[INFORMATION SHOWN]

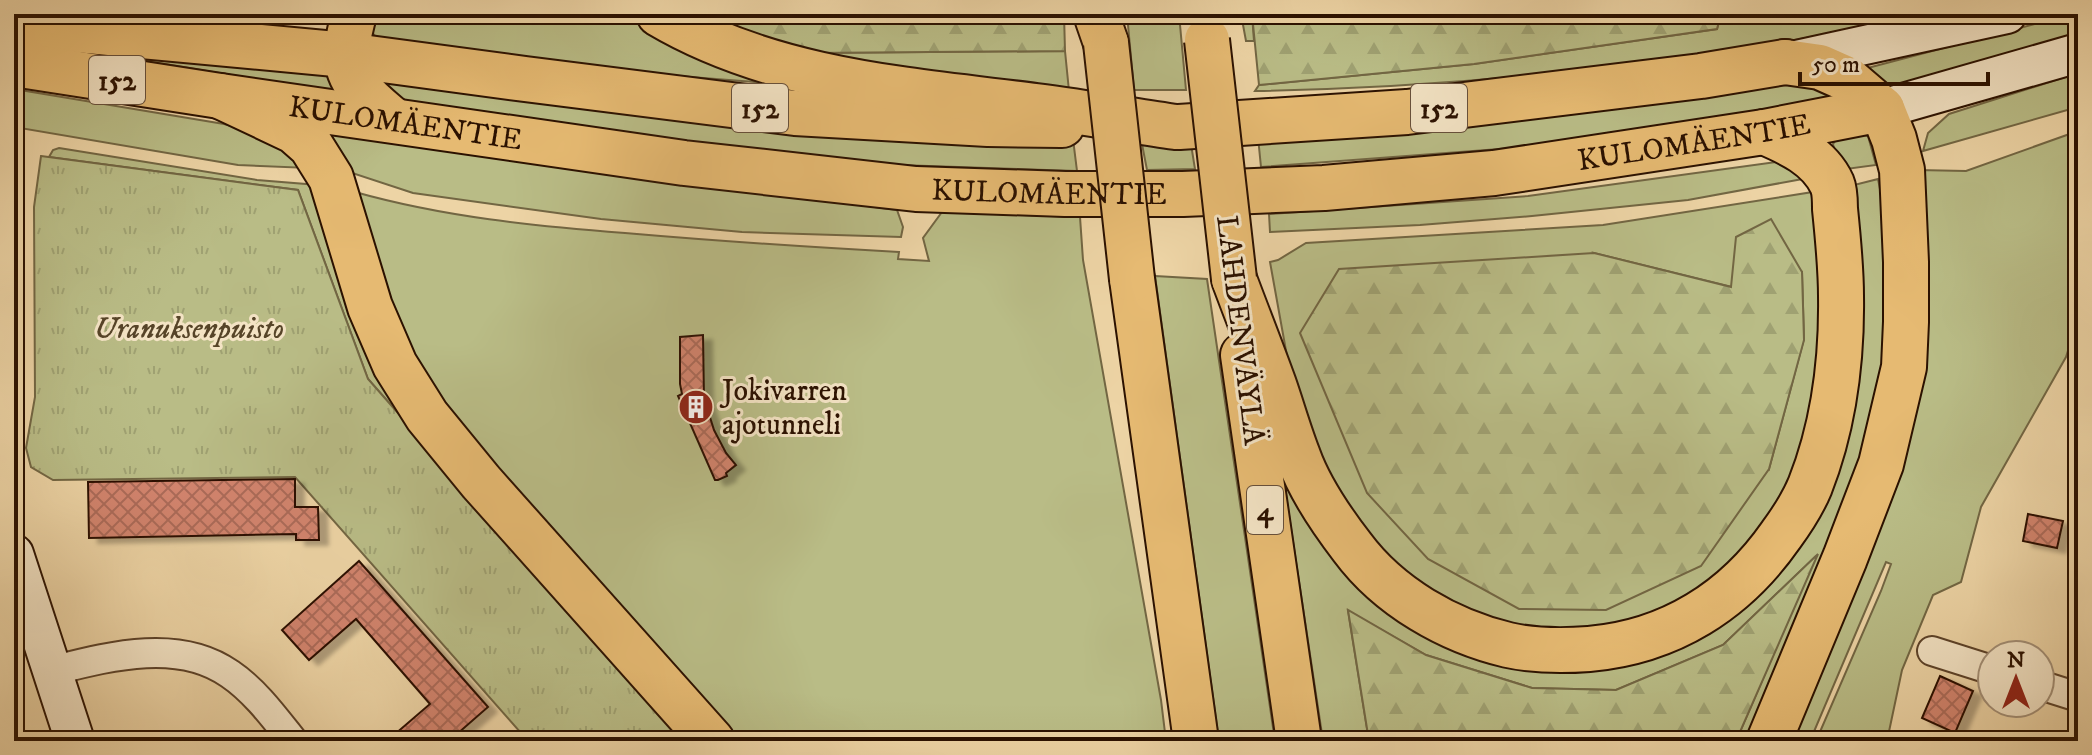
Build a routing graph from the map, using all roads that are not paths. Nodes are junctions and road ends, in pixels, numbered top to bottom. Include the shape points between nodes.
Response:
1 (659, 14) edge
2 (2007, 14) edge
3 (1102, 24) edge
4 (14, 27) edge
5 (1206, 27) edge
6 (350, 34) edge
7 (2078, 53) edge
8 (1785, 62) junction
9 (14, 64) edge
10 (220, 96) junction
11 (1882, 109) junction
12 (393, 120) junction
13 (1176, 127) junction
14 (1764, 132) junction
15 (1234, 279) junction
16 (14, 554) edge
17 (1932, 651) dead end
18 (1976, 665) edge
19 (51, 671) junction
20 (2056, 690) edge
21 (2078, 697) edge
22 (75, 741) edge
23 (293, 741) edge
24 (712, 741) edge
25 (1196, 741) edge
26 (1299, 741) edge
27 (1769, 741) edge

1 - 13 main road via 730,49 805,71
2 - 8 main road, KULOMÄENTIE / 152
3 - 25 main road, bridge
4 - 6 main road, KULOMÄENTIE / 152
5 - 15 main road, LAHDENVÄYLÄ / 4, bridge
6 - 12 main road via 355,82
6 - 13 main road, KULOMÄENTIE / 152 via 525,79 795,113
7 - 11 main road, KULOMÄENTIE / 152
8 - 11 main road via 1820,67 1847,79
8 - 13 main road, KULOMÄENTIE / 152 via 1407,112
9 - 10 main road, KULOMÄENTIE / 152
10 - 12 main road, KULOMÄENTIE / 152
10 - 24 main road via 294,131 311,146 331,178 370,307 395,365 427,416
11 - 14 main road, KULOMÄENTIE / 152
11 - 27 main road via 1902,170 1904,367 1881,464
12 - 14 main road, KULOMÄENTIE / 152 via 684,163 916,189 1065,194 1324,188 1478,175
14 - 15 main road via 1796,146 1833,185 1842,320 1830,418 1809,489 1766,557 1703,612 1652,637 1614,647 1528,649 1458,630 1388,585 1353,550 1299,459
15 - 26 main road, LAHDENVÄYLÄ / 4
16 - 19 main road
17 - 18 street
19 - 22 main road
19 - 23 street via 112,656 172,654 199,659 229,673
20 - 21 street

[/INFORMATION SHOWN]

### [GOAL OF THE EXERCISE]
An exact copy of every entry, pictures left out, is what to write here.

### [RESPONSE TO THIS TASK]
Build a routing graph from the map, using all roads that are not paths. Nodes are junctions and road ends, in pixels, numbered top to bottom. Include the shape points between nodes.
Response:
1 (659, 14) edge
2 (2007, 14) edge
3 (1102, 24) edge
4 (14, 27) edge
5 (1206, 27) edge
6 (350, 34) edge
7 (2078, 53) edge
8 (1785, 62) junction
9 (14, 64) edge
10 (220, 96) junction
11 (1882, 109) junction
12 (393, 120) junction
13 (1176, 127) junction
14 (1764, 132) junction
15 (1234, 279) junction
16 (14, 554) edge
17 (1932, 651) dead end
18 (1976, 665) edge
19 (51, 671) junction
20 (2056, 690) edge
21 (2078, 697) edge
22 (75, 741) edge
23 (293, 741) edge
24 (712, 741) edge
25 (1196, 741) edge
26 (1299, 741) edge
27 (1769, 741) edge

1 - 13 main road via 730,49 805,71
2 - 8 main road, KULOMÄENTIE / 152
3 - 25 main road, bridge
4 - 6 main road, KULOMÄENTIE / 152
5 - 15 main road, LAHDENVÄYLÄ / 4, bridge
6 - 12 main road via 355,82
6 - 13 main road, KULOMÄENTIE / 152 via 525,79 795,113
7 - 11 main road, KULOMÄENTIE / 152
8 - 11 main road via 1820,67 1847,79
8 - 13 main road, KULOMÄENTIE / 152 via 1407,112
9 - 10 main road, KULOMÄENTIE / 152
10 - 12 main road, KULOMÄENTIE / 152
10 - 24 main road via 294,131 311,146 331,178 370,307 395,365 427,416
11 - 14 main road, KULOMÄENTIE / 152
11 - 27 main road via 1902,170 1904,367 1881,464
12 - 14 main road, KULOMÄENTIE / 152 via 684,163 916,189 1065,194 1324,188 1478,175
14 - 15 main road via 1796,146 1833,185 1842,320 1830,418 1809,489 1766,557 1703,612 1652,637 1614,647 1528,649 1458,630 1388,585 1353,550 1299,459
15 - 26 main road, LAHDENVÄYLÄ / 4
16 - 19 main road
17 - 18 street
19 - 22 main road
19 - 23 street via 112,656 172,654 199,659 229,673
20 - 21 street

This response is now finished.